A lot of the equestrian male commentators bar Nick Brooks Ward just don't have powerful manly voices and sound insipid and girly on the TV and although they provide the ' expertise' they don't have the charisma or personality to compare a show. 

Keep rockin Mike some of us like you.

Do think they need to totally revamp the existing crop of commentators though and get some more dynamic personalities involved.   

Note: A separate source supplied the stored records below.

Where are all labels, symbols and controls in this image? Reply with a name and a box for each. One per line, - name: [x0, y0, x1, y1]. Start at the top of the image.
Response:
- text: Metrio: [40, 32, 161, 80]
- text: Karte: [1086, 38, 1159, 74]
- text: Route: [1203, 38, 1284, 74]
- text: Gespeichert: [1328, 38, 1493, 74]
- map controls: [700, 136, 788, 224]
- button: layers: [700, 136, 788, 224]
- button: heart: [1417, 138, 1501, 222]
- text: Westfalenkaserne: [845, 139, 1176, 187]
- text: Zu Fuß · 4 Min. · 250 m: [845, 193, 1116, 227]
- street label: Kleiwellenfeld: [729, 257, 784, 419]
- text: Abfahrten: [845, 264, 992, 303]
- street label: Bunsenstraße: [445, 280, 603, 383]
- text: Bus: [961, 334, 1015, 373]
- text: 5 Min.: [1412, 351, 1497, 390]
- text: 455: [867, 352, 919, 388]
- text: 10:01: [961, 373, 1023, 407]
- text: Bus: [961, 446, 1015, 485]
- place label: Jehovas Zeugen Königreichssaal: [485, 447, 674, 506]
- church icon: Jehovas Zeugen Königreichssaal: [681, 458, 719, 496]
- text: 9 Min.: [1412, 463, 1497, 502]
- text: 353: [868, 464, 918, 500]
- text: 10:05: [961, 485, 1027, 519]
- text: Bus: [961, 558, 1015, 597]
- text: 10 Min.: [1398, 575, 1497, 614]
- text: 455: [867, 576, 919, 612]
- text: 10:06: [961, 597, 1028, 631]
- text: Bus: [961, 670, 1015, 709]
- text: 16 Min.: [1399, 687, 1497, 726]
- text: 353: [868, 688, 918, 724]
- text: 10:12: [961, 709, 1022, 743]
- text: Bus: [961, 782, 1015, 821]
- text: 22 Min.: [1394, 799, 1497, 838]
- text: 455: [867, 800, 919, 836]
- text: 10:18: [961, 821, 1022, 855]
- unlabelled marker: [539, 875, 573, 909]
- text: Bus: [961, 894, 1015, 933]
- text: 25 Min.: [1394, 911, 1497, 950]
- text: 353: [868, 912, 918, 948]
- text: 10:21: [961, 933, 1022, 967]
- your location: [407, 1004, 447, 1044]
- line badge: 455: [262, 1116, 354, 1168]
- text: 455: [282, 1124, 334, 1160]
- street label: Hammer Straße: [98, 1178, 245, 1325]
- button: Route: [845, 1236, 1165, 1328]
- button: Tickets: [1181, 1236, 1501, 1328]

Clare Balding, Mike Tucker, Nick BW and Tim Stockdale as ' expert' would be perfect for me for pure SJ.


----------



## Orangehorse (31 July 2012)

I thought MT and Ian did a good job overall - they were certainly nicer to each other than sometimes in the past with only one or two narky comments at each other!  It was a long day for them.  Ian is always good with his comments, but Mike is the anchor man - and after all, he is was also a Badminton rider.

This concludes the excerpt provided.